STORED DATA –
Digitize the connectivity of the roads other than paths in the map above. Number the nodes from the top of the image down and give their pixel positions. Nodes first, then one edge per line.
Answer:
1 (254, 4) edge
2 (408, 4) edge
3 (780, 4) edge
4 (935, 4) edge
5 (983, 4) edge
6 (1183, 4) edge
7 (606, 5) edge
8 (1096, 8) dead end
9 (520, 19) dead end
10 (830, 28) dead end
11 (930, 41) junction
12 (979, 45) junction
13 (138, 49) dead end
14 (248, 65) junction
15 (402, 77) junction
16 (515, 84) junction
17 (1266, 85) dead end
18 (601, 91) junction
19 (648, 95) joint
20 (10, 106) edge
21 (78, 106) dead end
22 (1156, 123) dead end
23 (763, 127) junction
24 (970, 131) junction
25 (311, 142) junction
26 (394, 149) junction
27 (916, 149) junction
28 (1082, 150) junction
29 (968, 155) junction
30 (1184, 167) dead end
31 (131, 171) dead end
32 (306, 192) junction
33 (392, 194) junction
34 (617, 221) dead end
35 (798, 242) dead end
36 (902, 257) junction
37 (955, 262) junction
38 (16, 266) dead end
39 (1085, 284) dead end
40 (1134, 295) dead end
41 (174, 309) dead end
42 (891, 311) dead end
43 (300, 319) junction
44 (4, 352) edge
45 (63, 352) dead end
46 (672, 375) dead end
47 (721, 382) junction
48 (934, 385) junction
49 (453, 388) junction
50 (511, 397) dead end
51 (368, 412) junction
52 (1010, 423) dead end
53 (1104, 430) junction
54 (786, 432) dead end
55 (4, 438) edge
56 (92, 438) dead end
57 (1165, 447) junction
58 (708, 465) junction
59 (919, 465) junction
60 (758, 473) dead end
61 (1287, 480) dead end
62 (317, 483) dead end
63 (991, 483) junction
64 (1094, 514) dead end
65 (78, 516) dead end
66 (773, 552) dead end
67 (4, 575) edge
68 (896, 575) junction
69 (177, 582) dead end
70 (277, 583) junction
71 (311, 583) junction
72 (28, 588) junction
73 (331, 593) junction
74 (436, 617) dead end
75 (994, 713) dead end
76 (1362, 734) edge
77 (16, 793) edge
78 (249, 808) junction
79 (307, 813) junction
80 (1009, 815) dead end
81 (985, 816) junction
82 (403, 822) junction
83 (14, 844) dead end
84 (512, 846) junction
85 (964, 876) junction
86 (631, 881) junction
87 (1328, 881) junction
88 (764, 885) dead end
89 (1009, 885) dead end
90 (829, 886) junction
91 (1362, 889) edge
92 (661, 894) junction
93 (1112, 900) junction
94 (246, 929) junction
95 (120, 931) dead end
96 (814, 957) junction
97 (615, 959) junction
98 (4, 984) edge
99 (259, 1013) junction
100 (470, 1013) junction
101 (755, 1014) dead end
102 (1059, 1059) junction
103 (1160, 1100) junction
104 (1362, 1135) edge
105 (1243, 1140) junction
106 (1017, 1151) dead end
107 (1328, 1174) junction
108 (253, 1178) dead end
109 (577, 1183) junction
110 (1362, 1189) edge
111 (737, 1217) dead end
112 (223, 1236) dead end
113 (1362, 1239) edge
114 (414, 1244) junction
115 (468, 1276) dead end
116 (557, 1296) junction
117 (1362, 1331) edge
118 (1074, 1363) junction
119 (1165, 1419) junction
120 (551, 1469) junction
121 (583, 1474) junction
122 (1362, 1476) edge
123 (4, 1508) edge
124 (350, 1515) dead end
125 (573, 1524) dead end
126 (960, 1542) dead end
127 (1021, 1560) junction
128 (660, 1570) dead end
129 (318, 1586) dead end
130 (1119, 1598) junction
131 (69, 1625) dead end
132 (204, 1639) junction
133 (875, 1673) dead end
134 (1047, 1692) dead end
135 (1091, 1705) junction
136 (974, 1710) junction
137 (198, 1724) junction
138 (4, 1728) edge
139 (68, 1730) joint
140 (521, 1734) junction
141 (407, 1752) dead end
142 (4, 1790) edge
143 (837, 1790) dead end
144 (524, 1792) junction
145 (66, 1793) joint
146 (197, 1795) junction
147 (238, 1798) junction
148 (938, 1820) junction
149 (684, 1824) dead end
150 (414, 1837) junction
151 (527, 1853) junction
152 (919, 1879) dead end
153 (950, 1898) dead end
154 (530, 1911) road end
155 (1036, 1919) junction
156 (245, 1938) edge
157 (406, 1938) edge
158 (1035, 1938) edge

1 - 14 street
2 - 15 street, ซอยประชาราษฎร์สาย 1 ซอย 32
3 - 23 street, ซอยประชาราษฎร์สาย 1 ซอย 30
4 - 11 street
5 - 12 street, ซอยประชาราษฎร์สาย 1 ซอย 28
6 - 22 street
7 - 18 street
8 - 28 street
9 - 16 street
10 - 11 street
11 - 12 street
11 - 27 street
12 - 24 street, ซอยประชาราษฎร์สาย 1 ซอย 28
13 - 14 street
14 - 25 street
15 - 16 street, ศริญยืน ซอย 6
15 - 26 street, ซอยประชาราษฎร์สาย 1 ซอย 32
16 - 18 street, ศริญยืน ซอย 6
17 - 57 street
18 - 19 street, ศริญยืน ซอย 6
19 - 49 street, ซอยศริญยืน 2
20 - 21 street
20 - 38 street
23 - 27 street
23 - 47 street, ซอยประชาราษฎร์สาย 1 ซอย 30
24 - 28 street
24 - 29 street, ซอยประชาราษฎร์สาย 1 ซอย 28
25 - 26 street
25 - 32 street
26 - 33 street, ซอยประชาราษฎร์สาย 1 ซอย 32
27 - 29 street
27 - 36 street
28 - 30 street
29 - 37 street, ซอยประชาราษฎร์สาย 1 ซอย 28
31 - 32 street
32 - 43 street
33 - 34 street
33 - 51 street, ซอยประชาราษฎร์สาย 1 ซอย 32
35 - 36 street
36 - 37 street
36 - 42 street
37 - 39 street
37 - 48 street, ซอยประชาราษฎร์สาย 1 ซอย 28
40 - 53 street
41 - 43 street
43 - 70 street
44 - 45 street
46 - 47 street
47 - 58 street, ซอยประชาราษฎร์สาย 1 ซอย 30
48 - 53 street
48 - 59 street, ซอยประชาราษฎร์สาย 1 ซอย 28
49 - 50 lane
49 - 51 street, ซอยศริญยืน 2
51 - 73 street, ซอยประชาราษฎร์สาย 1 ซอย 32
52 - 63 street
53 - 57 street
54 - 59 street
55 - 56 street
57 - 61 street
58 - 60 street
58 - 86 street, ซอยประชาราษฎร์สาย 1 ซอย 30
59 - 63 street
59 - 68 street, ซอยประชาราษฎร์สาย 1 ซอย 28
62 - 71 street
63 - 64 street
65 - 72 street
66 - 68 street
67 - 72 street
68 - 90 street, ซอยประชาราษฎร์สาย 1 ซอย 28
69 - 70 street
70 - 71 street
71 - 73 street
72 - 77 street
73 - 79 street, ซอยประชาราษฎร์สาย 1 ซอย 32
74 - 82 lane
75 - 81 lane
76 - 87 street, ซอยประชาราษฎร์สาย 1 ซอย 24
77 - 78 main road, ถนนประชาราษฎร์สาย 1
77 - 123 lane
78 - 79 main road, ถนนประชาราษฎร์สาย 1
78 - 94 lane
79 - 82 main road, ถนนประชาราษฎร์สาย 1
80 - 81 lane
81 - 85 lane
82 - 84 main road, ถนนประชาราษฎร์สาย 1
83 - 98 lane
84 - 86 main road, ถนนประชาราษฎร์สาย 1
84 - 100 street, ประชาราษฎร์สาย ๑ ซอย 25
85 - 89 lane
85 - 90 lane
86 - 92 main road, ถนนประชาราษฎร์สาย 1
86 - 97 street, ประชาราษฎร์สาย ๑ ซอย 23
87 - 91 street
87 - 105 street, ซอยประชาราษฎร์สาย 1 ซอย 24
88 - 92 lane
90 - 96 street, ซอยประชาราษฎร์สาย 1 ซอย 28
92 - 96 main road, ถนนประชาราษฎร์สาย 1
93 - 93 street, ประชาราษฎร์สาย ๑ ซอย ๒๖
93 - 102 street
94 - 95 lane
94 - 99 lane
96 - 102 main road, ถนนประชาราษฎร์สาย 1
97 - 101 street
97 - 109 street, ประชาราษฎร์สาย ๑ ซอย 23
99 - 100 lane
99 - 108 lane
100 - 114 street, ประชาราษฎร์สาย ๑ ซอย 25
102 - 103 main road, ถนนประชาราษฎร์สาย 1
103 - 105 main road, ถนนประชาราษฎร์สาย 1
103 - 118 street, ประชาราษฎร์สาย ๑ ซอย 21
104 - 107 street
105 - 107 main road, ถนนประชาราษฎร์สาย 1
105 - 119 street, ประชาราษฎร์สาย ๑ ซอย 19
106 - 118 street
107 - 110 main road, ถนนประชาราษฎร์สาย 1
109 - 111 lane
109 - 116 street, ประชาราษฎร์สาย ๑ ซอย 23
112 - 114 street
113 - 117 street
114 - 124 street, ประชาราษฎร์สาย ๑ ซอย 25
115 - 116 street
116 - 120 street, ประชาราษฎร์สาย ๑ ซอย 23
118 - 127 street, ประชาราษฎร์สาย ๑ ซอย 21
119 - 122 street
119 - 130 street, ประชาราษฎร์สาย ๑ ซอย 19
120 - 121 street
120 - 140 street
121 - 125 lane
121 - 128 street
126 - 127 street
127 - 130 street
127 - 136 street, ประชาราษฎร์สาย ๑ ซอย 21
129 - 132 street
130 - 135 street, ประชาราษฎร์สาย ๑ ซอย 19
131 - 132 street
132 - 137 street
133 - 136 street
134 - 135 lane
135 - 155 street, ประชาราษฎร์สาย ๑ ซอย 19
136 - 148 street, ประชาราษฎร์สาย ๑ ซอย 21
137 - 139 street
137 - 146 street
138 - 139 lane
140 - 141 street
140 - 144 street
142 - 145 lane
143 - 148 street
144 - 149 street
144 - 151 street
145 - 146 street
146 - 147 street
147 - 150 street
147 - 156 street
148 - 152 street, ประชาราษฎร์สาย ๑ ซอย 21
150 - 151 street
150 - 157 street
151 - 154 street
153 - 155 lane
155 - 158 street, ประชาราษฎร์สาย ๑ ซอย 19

WHAT THIS TASK INVOLVES – What is needed is each line of the entries that contains the word "joint".

WRITTEN RESPONSE –
19 (648, 95) joint
139 (68, 1730) joint
145 (66, 1793) joint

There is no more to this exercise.